In the nineteen-nineties, Myhrvold created a research laboratory at Microsoft modelled in part on what Xerox had done in Palo Alto in the nineteen-seventies, because he considered PARC a triumph, not a failure. “Xerox did research outside their business model, and when you do that you should not be surprised that you have a hard time dealing with it—any more than if some bright guy at Pfizer wrote a word processor. Good luck to Pfizer getting into the word-processing business. Meanwhile, the thing that they invented that was similar to their own business—a really big machine that spit paper —they made a lot of money on it.” And so they did. Gary Starkweather’s laser printer made billions for Xerox. It paid for every other single project at Xerox PARC, many times over.

6.

In 1988, Starkweather got a call from the head of one of Xerox’s competitors, trying to lure him away. It was someone whom he had met years ago. “The decision was painful,” he said. “I was a year from being a twenty-five-year veteran of the company. I mean, I’d done enough for Xerox that unless I burned the building down they would never fire me. But that wasn’t the issue. It’s about having ideas that are constantly squashed. So I said, ‘Enough of this,’ and I left.”

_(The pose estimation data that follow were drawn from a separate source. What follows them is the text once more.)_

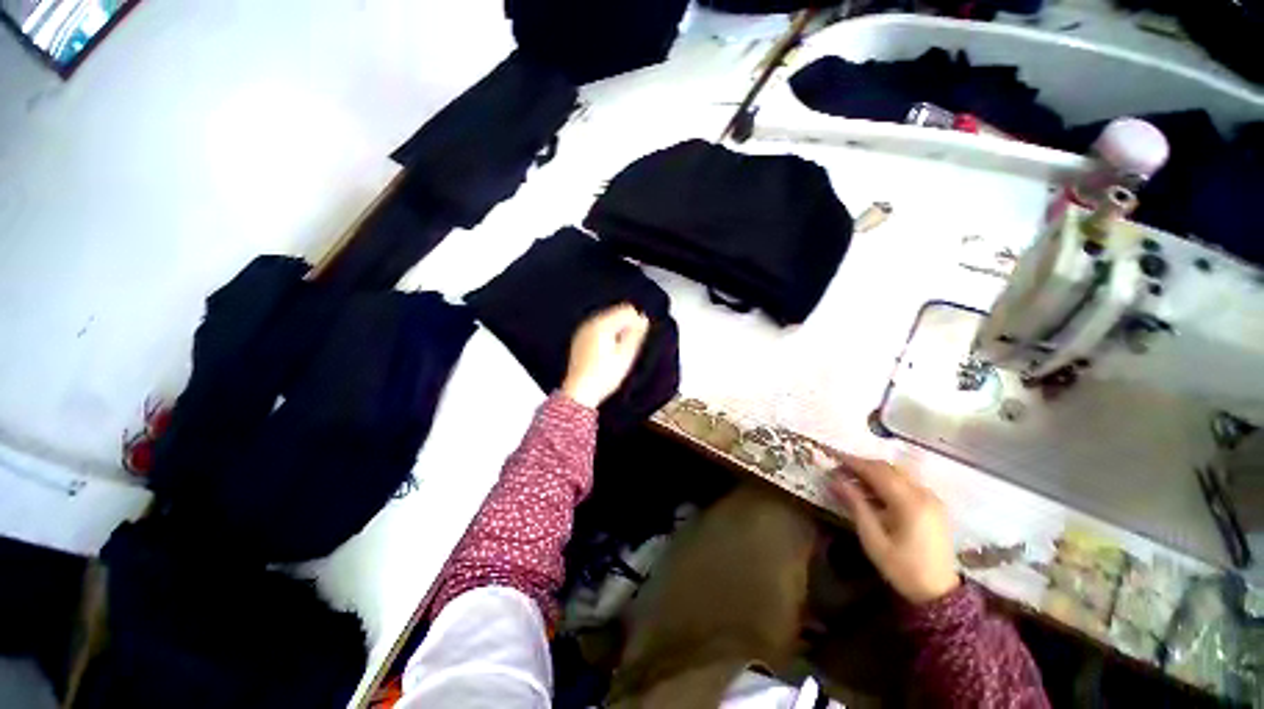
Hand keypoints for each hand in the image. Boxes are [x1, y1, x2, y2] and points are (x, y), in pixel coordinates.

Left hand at [561, 304, 649, 408]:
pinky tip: (608, 353)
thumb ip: (636, 334)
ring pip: (607, 321)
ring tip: (619, 352)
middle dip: (626, 325)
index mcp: (601, 324)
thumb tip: (643, 319)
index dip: (637, 321)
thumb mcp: (626, 355)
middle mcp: (590, 323)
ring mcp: (583, 331)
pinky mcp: (580, 340)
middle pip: (615, 313)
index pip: (626, 310)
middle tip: (630, 347)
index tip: (640, 338)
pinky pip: (598, 330)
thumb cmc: (604, 375)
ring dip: (617, 331)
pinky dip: (607, 336)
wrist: (579, 392)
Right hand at [830, 454, 959, 604]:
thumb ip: (855, 505)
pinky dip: (888, 480)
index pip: (877, 471)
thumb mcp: (873, 538)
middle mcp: (924, 494)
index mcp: (910, 503)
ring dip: (875, 471)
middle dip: (863, 465)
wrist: (938, 593)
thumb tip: (836, 480)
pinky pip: (907, 482)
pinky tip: (874, 489)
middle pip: (889, 468)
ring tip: (853, 477)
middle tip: (840, 468)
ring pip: (899, 473)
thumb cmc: (902, 567)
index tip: (833, 456)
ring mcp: (932, 499)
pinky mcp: (934, 505)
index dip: (853, 462)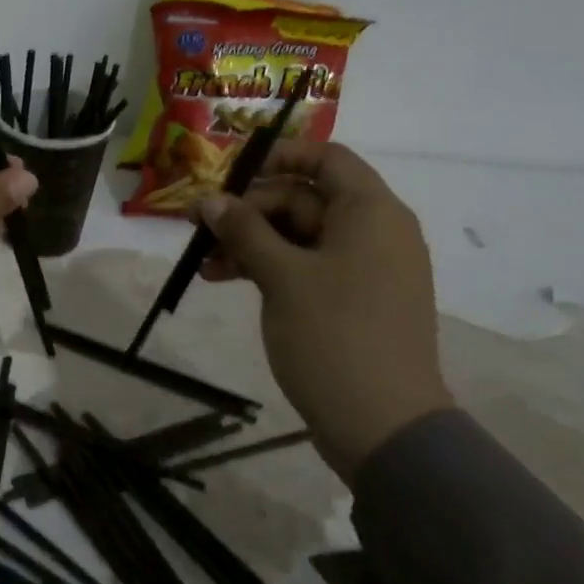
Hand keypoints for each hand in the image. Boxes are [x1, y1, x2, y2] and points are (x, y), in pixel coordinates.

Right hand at [195, 141, 448, 481]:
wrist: (383, 426)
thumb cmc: (334, 336)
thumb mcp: (281, 276)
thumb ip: (244, 230)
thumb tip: (209, 200)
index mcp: (371, 212)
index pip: (326, 158)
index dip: (278, 157)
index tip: (230, 175)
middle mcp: (374, 232)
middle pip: (304, 198)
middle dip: (249, 210)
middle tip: (199, 228)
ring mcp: (364, 269)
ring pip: (299, 236)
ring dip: (251, 242)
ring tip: (204, 263)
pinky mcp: (352, 301)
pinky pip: (306, 267)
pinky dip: (269, 268)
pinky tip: (226, 280)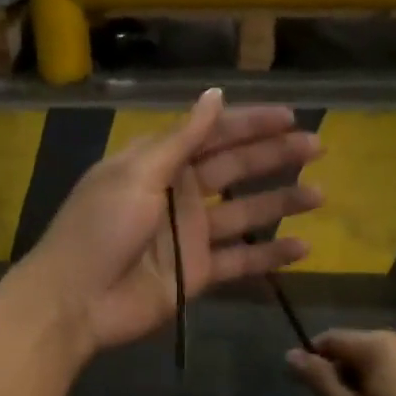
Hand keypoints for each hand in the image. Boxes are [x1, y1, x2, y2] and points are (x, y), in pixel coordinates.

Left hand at [24, 89, 322, 352]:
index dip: (249, 124)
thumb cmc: (101, 228)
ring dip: (281, 202)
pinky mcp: (198, 273)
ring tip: (319, 194)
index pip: (212, 135)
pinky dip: (270, 256)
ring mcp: (190, 236)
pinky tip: (303, 249)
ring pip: (245, 214)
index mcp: (158, 164)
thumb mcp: (137, 175)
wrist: (76, 300)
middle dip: (274, 156)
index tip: (289, 117)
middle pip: (234, 170)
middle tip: (317, 147)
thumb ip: (182, 140)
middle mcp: (179, 195)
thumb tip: (214, 95)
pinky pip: (241, 261)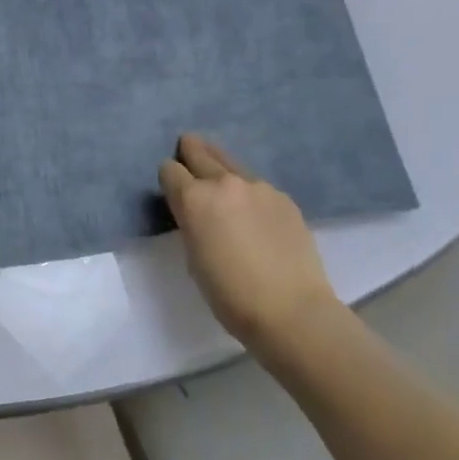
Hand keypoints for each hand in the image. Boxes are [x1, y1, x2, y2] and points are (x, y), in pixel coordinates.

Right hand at [158, 133, 336, 344]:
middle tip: (187, 149)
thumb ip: (191, 223)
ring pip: (232, 165)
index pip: (169, 170)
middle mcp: (225, 183)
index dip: (167, 178)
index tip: (170, 187)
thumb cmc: (229, 294)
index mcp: (194, 199)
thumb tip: (197, 211)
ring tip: (222, 186)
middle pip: (201, 151)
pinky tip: (254, 215)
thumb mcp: (193, 257)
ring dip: (221, 170)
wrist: (291, 310)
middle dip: (191, 151)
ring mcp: (259, 188)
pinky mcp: (285, 199)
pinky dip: (248, 193)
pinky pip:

He had a good many years at his new company, he said. It was an extraordinarily creative place. He was part of decision-making at the highest level. “Every employee from technician to manager was hot for the new, exciting stuff,” he went on. “So, as far as buzz and daily environment, it was far and away the most fun I’ve ever had.” But it wasn’t perfect. “I remember I called in the head marketing guy and I said, ‘I want you to give me all the information you can come up with on when people buy one of our products—what software do they buy, what business are they in—so I can see the model of how people are using the machines.’ He looked at me and said, ‘I have no idea about that.’ ” Where was the rigor? Then Starkweather had a scheme for hooking up a high-resolution display to one of his new company’s computers. “I got it running and brought it into management and said, ‘Why don’t we show this at the tech expo in San Francisco? You’ll be able to rule the world.’ They said, ‘I don’t know. We don’t have room for it.’ It was that sort of thing. It was like me saying I’ve discovered a gold mine and you saying we can’t afford a shovel.”